Celebrate System Day with Pete Geeks all over the world by sending in a few sentences or paragraphs or a drawing (Ralle, I’m thinking of you) relating the way your System pipe has been a vehicle for your own enlightenment, peace, or freedom. It’s not necessary to be a Free Thinker (although Charles Peterson was, in fact, so-registered by the 1911 Irish Census), nor a Buddhist, nor even have training in Zen.  In fact, no previous religious or spiritual affiliation is required–just a photo of a favorite System pipe and a word or two of explanation.

Send your photo and text to petegeek1896@gmail.com no later than Monday, September 2nd, 12pm noon CDT. (Prohibited in the states of Unenlightenment, Querulousness and Vapidity.)

 

THE HATS ARE BACK!

Yes, the New Era ball caps are back.  It’s a long story which I’ll summarize at the end of this already novel-length post, but we’ve got a new vendor, an updated design (thanks to everyone’s input) with pipe smoke in excelsis coming out of the pipe on a classic 39THIRTY stretch-fit which makes ordering the right size much easier.  Send the end of post to order your cap (and of course, receive the coveted Merit Badge).

 

 

Reclaiming a 1972 “Pachyderm” XL90 Donegal Rocky

It’s been a minute since I went through a DIY reclamation with you, so I pulled out all the stops to offer a tutorial for those who’d like to do more with estates and to solicit advice from those much further along the path than I.  If you fall into the latter class–and there’s lots of Pete Geeks who do–please, please comment where you see something that could have been done better or faster or easier!

So not long ago I stumbled across my idea of a perfect project, the beater XL90 Donegal Sterling seen above.  You know I love the Old 9BC, the chubby bent billiard based on the Patent 9, and I also adore the “Fat 9” that first saw light of day in the Éire era and has been with us to the present day as the standard shape 9 /307.

You know as well that I’ve got nothing but praise for the POY2020, seen more recently in the 9B DeLuxe System special release, which are splendid replicas (actually, the same bowl) of the Patent era 9 by K&P’s Pipe Specialist, Giacomo Penzo.

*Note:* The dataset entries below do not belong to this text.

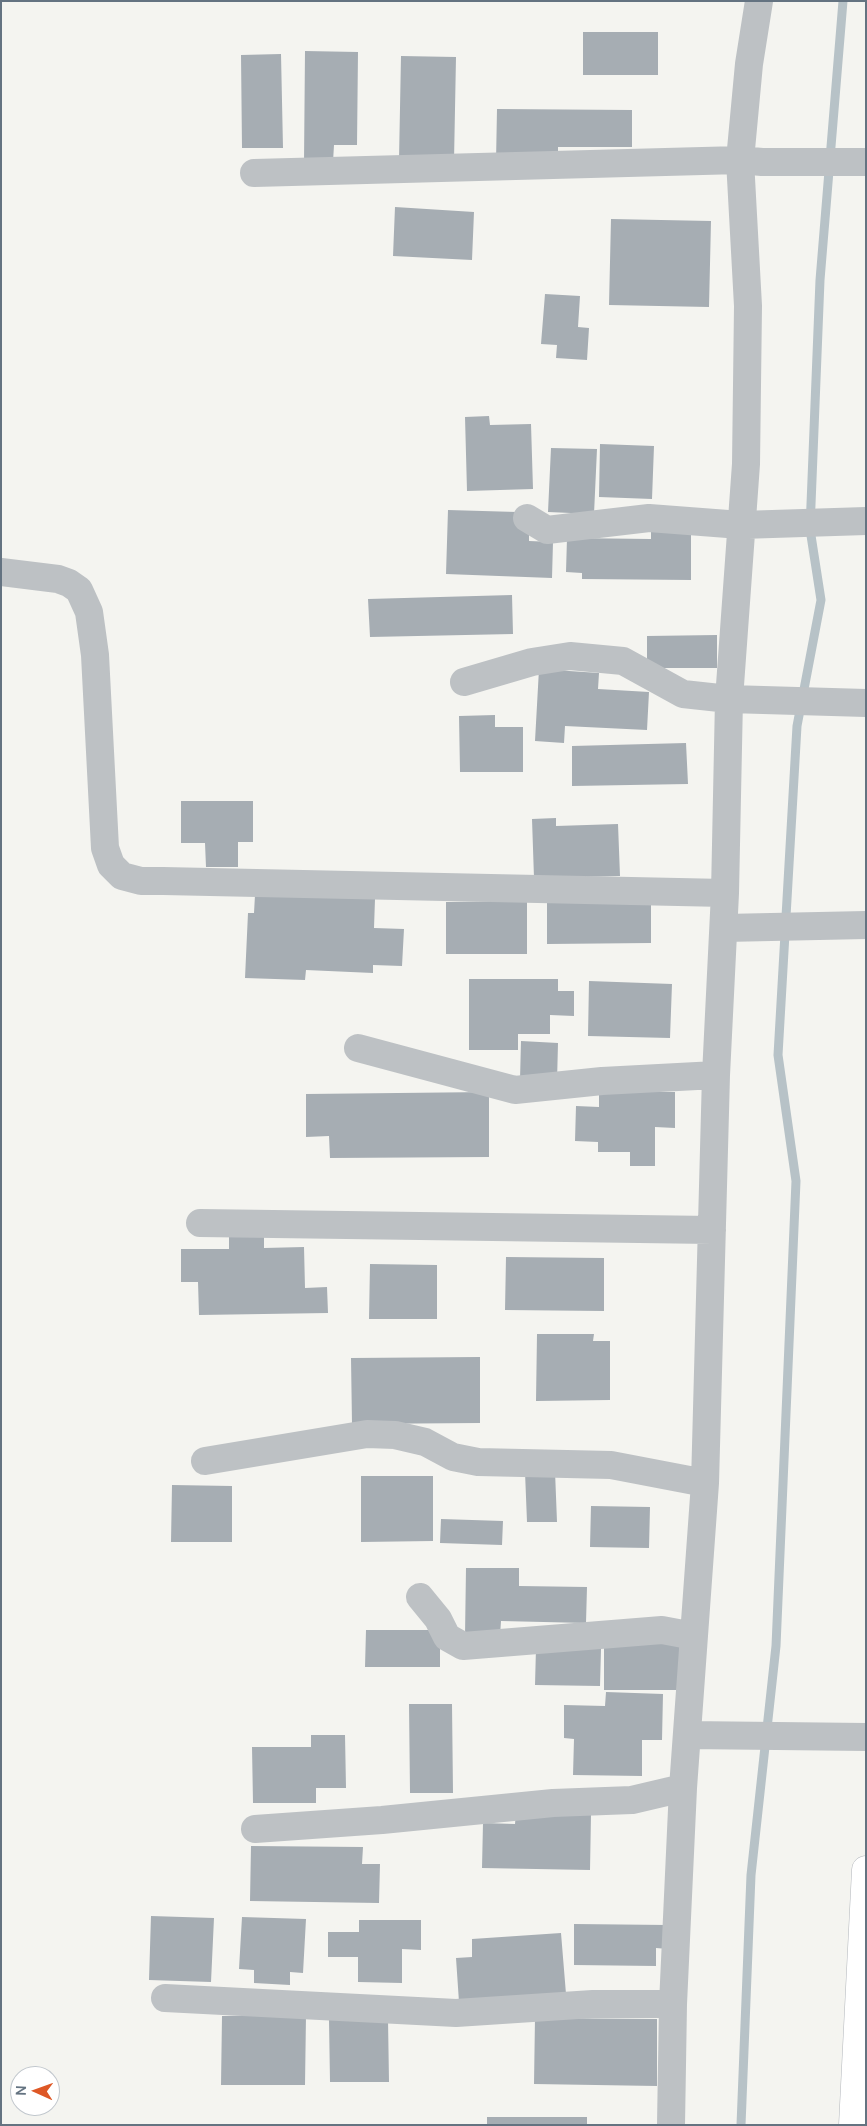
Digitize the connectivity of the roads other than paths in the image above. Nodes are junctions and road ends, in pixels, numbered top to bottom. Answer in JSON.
{"nodes":[{"id":1,"x":759,"y":1,"type":"edge"},
{"id":2,"x":751,"y":161,"type":"junction"},
{"id":3,"x":866,"y":162,"type":"edge"},
{"id":4,"x":254,"y":173,"type":"dead end"},
{"id":5,"x":527,"y":518,"type":"dead end"},
{"id":6,"x":866,"y":521,"type":"edge"},
{"id":7,"x":748,"y":524,"type":"junction"},
{"id":8,"x":1,"y":572,"type":"edge"},
{"id":9,"x":464,"y":682,"type":"dead end"},
{"id":10,"x":740,"y":699,"type":"junction"},
{"id":11,"x":864,"y":703,"type":"edge"},
{"id":12,"x":725,"y":893,"type":"junction"},
{"id":13,"x":860,"y":925,"type":"edge"},
{"id":14,"x":733,"y":928,"type":"junction"},
{"id":15,"x":358,"y":1048,"type":"dead end"},
{"id":16,"x":716,"y":1075,"type":"junction"},
{"id":17,"x":200,"y":1223,"type":"dead end"},
{"id":18,"x":712,"y":1230,"type":"junction"},
{"id":19,"x":205,"y":1462,"type":"dead end"},
{"id":20,"x":705,"y":1483,"type":"junction"},
{"id":21,"x":420,"y":1597,"type":"dead end"},
{"id":22,"x":694,"y":1636,"type":"junction"},
{"id":23,"x":699,"y":1736,"type":"junction"},
{"id":24,"x":866,"y":1736,"type":"edge"},
{"id":25,"x":683,"y":1788,"type":"junction"},
{"id":26,"x":255,"y":1829,"type":"dead end"},
{"id":27,"x":866,"y":1870,"type":"edge"},
{"id":28,"x":165,"y":1998,"type":"dead end"},
{"id":29,"x":673,"y":2004,"type":"junction"},
{"id":30,"x":671,"y":2125,"type":"edge"},
{"id":31,"x":853,"y":2125,"type":"edge"}],
"edges":[{"from":1,"to":2,"type":"street"},
{"from":2,"to":3,"type":"street"},
{"from":2,"to":4,"type":"street"},
{"from":2,"to":7,"type":"street"},
{"from":5,"to":7,"type":"street"},
{"from":6,"to":7,"type":"street"},
{"from":7,"to":10,"type":"street"},
{"from":8,"to":12,"type":"street"},
{"from":9,"to":10,"type":"street"},
{"from":10,"to":11,"type":"street"},
{"from":10,"to":12,"type":"street"},
{"from":12,"to":14,"type":"street"},
{"from":13,"to":14,"type":"street"},
{"from":14,"to":16,"type":"street"},
{"from":15,"to":16,"type":"street"},
{"from":16,"to":18,"type":"street"},
{"from":17,"to":18,"type":"street"},
{"from":18,"to":20,"type":"street"},
{"from":19,"to":20,"type":"street"},
{"from":20,"to":22,"type":"street"},
{"from":21,"to":22,"type":"street"},
{"from":22,"to":23,"type":"street"},
{"from":23,"to":24,"type":"street"},
{"from":23,"to":25,"type":"street"},
{"from":25,"to":26,"type":"street"},
{"from":25,"to":29,"type":"street"},
{"from":27,"to":31,"type":"main road"},
{"from":28,"to":29,"type":"street"},
{"from":29,"to":30,"type":"street"}]}
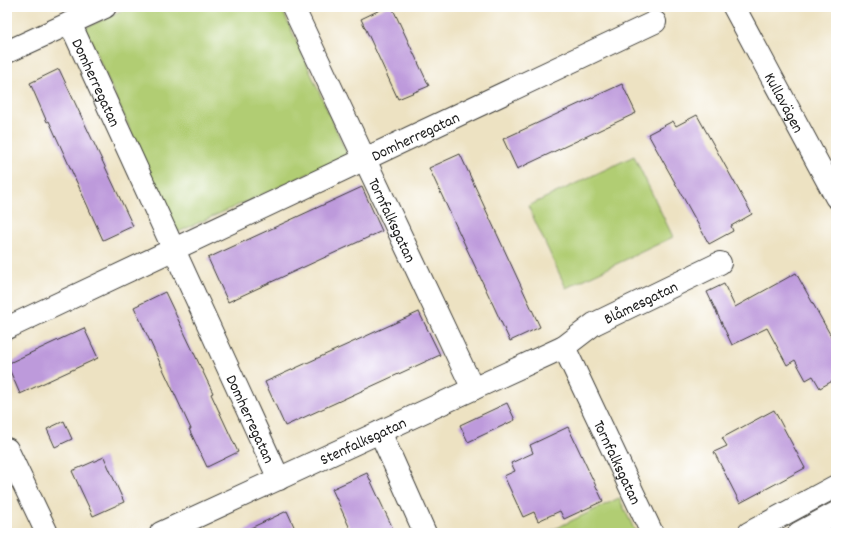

As the prophet Jeremiah once said, “Ask for the old paths, where is the good way, and walk therein, and ye shall find rest for your souls” (Jer. 6:16). For me the “old paths” did not actually quite so far back as the Patent era but with the Fat 9 and the 9BC.  I’ve also been collecting (egad) Donegal Sterlings for a few years–but don’t tell anyone.  So as I said at the outset, when I sighted a shabby sterling XL90 Donegal Rocky, I simply couldn’t walk on by.  I blame it on the Good Samaritan in me.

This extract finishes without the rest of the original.